An ETL Framework Powered by Apache Spark

November 09, 2015

Mike MacIntyre

When applying data science to cybersecurity, providing insightful and unbiased analytics on any data presents a variety of challenges. To name but a few, the supporting data platform must be ready to ingest data in virtually any format, deal with changing data rates and ultimately cater for a broad range of analytical use cases.

Apache Spark™ as a backbone of an ETL architecture is an obvious choice. Using Spark allows us to leverage in-house experience with the Hadoop ecosystem. While Apache Hadoop® is invaluable for data analysis and modelling, Spark enables near real-time processing pipeline via its low latency capabilities and streaming API.
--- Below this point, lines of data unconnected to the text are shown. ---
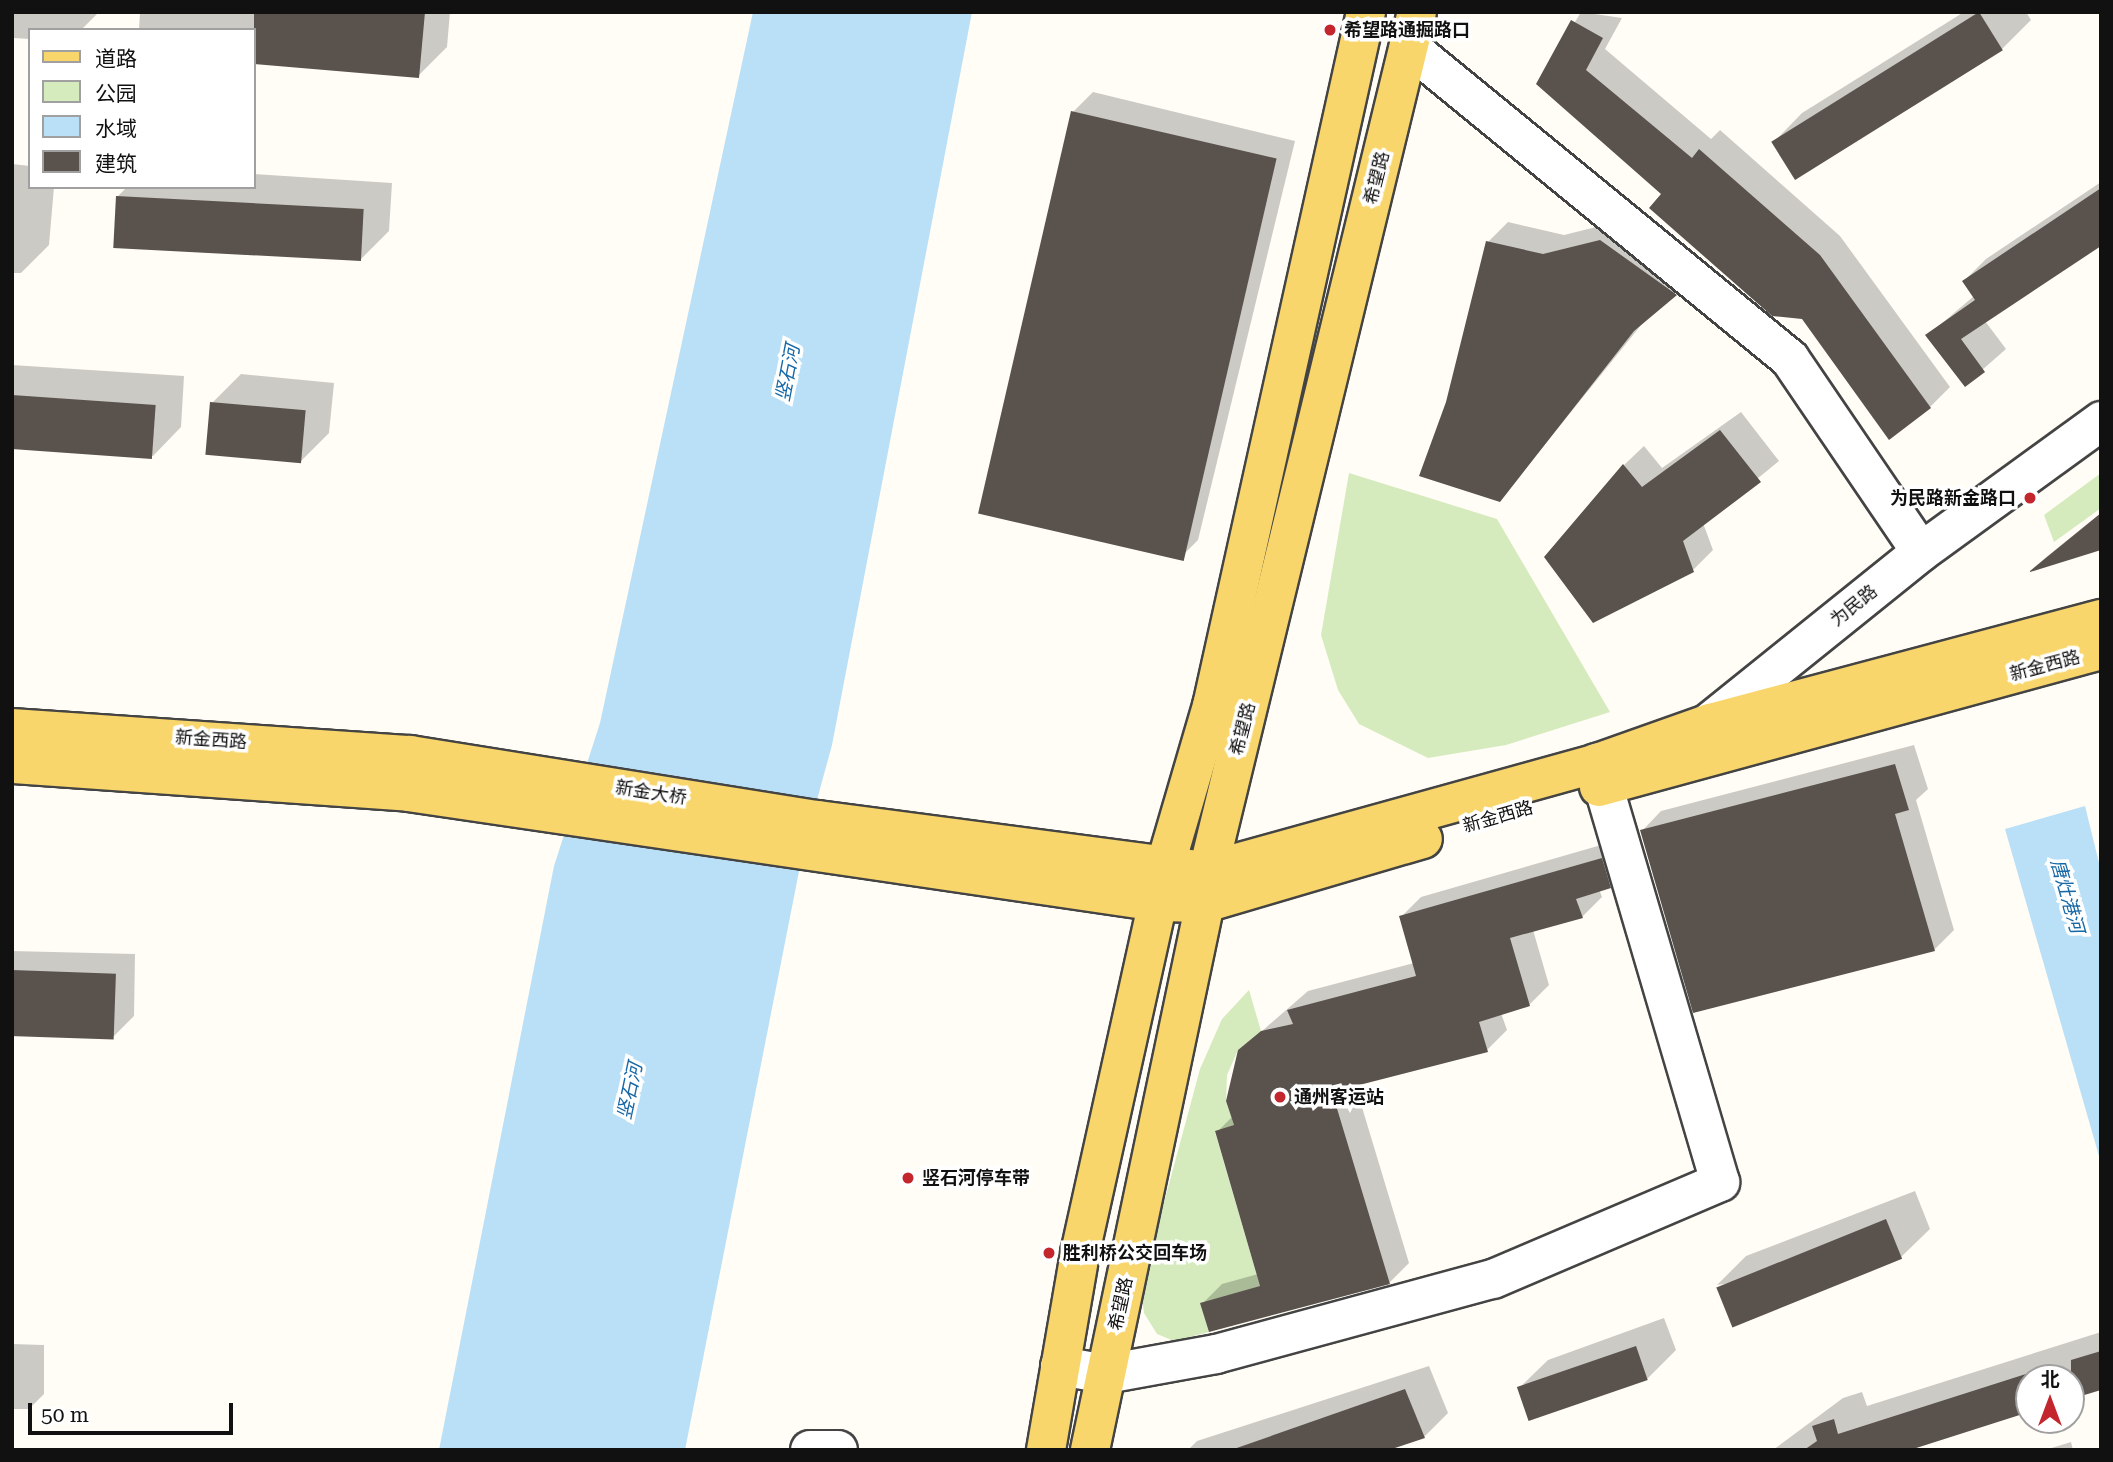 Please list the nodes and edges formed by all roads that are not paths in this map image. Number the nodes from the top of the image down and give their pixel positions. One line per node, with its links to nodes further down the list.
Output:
1 (1366, 12): 14 (main road, 希望路)
2 (1413, 30): 4 (street); 15 (main road, 希望路)
3 (2101, 421): 4 (street, 为民路)
4 (1921, 552): 7 (street, 为民路)
5 (2101, 619): 7 (main road, 新金西路)
6 (2101, 650): 11 (main road, 新金西路)
7 (1710, 723): 11 (street, 为民路)
8 (12, 727): 9 (main road, 新金西路)
9 (410, 755): 13 (main road, 新金大桥)
10 (12, 764): 12 (main road, 新金西路)
11 (1601, 774): 15 (main road, 新金西路); 17 (street)
12 (408, 792): 13 (main road, 新金大桥)
13 (890, 848): 14 (main road, 新金西路)
14 (1161, 886): 15 (main road, 新金西路); 16 (main road, 希望路)
15 (1207, 887): 17 (main road, 希望路)
16 (1060, 1366): 17 (street); 20 (main road, 希望路)
17 (1106, 1374): 21 (main road, 希望路)
18 (810, 1450): 19 (street)
19 (838, 1450)
20 (1046, 1450)
21 (1090, 1450) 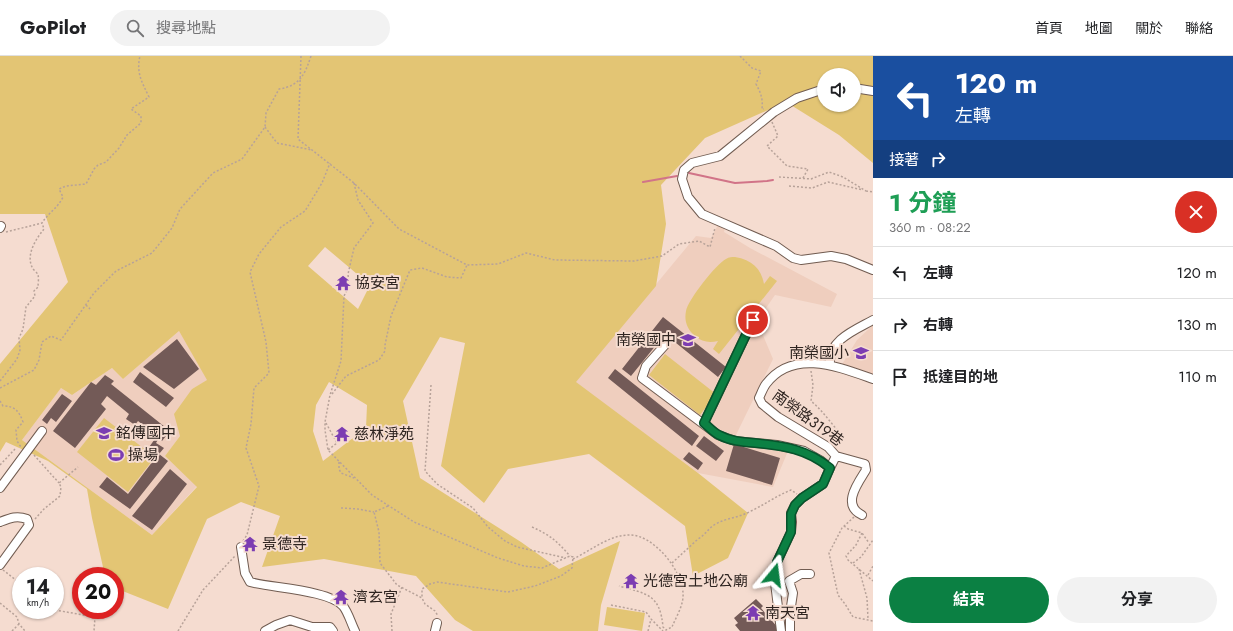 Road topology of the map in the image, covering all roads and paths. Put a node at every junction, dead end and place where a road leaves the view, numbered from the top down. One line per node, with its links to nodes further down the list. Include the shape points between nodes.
1 (140, 56): 21 (path, via 138,66 141,80 149,97 131,108 141,116 142,123 127,135 106,162 94,169 86,184 59,189 63,197)
2 (302, 56): 5 (path)
3 (311, 56): 5 (path, via 307,71)
4 (740, 56): 9 (path, via 752,68 761,71 756,84 762,93 762,109)
5 (300, 77): 11 (path, via 289,88 279,89 266,113); 12 (path, via 298,139)
6 (861, 89): 8 (street)
7 (817, 91): 9 (street, via 797,98)
8 (873, 91)
9 (774, 112): 10 (street)
10 (766, 119): 15 (path, via 770,118 778,136 767,146 787,166 808,170); 20 (street, via 720,156 692,163 684,170 682,179 688,197 702,214)
11 (266, 127): 12 (path, via 277,143); 25 (path, via 242,159 214,173 180,209 172,228 152,253 116,271)
12 (313, 150): 13 (path)
13 (330, 163): 16 (path); 65 (path, via 322,183 305,211 281,226 259,254 250,272 266,342 269,373 254,388 246,448 260,486 247,534)
14 (779, 177): 15 (path)
15 (803, 178): 18 (path, via 811,179 829,172)
16 (354, 183): 23 (path, via 399,229); 36 (path, via 358,200 373,223 354,248 348,274 349,286 344,296 341,361)
17 (789, 186): 18 (path, via 812,188 828,182)
18 (866, 191): 19 (path)
19 (873, 192)
20 (718, 221): 23 (path, via 710,247 699,241 679,244 662,256 634,261 555,260 526,253 498,264); 24 (street, via 776,246 793,258 801,260 831,256)
21 (42, 223): 22 (path, via 12,232); 33 (path, via 44,229 31,249 32,268 38,274 38,287 34,291 35,296 26,307 17,359)
22 (0, 229)
23 (467, 265): 36 (path, via 461,278 447,277 422,268 410,270 391,316 385,351 378,360 346,376)
24 (873, 270)
25 (86, 305): 26 (path); 35 (path, via 61,340 51,336 42,342 39,360 34,370)
26 (90, 309)
27 (753, 320): 39 (street)
28 (873, 320): 31 (street, via 843,336 832,350)
29 (665, 345): 39 (street, via 646,366 642,378)
30 (810, 363): 31 (street, 南榮路319巷); 41 (path, via 812,401); 45 (street, 南榮路319巷, via 793,364 779,372 766,384 759,398 762,404 778,417 828,447)
31 (830, 364): 32 (street, 南榮路319巷)
32 (873, 379)
33 (0, 381)
34 (431, 385): 67 (path, via 425,471 437,484 473,508 488,527 505,541 517,547)
35 (0, 388)
36 (330, 395): 38 (path)
37 (0, 401): 42 (path, via 3,406 12,406 19,412 23,422 16,430 17,441)
38 (325, 422): 44 (path); 44 (path, via 337,443)
39 (704, 423): 49 (street, via 718,435 735,441 777,445 804,451)
40 (42, 431): 42 (street)
41 (840, 432)
42 (26, 448): 51 (path); 52 (street)
43 (15, 449): 47 (path)
44 (328, 450): 46 (path)
45 (836, 456): 49 (street); 57 (street, 南榮路319巷, via 865,464 866,467 852,495 852,503)
46 (339, 462): 50 (path); 50 (path, via 341,473)
47 (0, 465)
48 (78, 467): 51 (path)
49 (830, 468): 53 (street, via 823,484)
50 (354, 478): 54 (path, via 372,496)
51 (59, 483): 59 (path, via 62,487 60,496)
52 (0, 488)
53 (802, 498): 69 (path, via 791,490 748,513 725,519 712,526); 100 (street, via 791,514 791,532 774,575)
54 (388, 506): 56 (path); 67 (path, via 414,522 498,558 524,566 542,568)
55 (341, 508): 56 (path)
56 (374, 512): 79 (path, via 379,532 380,563 397,585)
57 (860, 514): 60 (path)
58 (0, 522): 59 (street, via 12,517 21,517 27,519)
59 (29, 525): 72 (street)
60 (844, 526): 62 (path); 85 (path, via 829,553 838,595 853,617)
61 (532, 527): 66 (path, via 549,534)
62 (862, 533): 64 (path); 70 (path, via 846,556)
63 (873, 540): 64 (path)
64 (869, 543): 70 (path, via 861,557)
65 (239, 549): 93 (path, via 233,560 203,590); 96 (street, via 250,582 338,601 344,607)
66 (570, 556): 67 (path); 68 (path)
67 (566, 558)
68 (573, 559): 69 (path, via 601,544 627,535 637,535); 80 (path, via 572,568 561,576 536,586 508,592 437,582 422,589)
69 (672, 562): 89 (path, via 684,594 672,627)
70 (853, 564): 73 (path)
71 (873, 566): 75 (path)
72 (0, 567): 76 (path)
73 (859, 568): 75 (path); 85 (path, via 867,598)
74 (810, 574): 101 (street, via 801,574 789,581 793,593)
75 (868, 576): 77 (path)
76 (12, 577)
77 (873, 581)
78 (619, 586): 89 (path, via 647,594 656,602)
79 (402, 587): 80 (path); 97 (path, via 391,614)
80 (422, 598): 88 (path, via 438,616)
81 (0, 603): 87 (path, via 17,617)
82 (611, 605): 84 (path, via 646,612)
83 (64, 612): 92 (path, via 94,618)
84 (650, 619): 98 (path); 99 (path)
85 (868, 619): 86 (path)
86 (873, 621)
87 (19, 624): 90 (path); 91 (path)
88 (436, 627)
89 (666, 630)
90 (12, 631)
91 (25, 631)
92 (94, 631)
93 (178, 631)
94 (265, 631): 95 (street, via 290,620 312,627 330,628)
95 (333, 631)
96 (355, 631)
97 (392, 631)
98 (648, 631)
99 (663, 631)
100 (781, 631)
101 (790, 631)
Suppose a classic use case of threat detection by correlating technical Threat Intelligence, i.e. Indicators of Compromise (IOC’s) such as known bad IP addresses, with log data such as web proxy logs. Rather than discussing details around malicious content identification (missing FQDN, domain masquerade, typo squatting etc.), let’s focus on an actual end-to-end workflow built on Spark for Threat Intelligence sweeping.

Proxy logs are continuously intercepted by Apache Flume™ remote agent and streamed to a Kafka channel via a local cluster Flume agent.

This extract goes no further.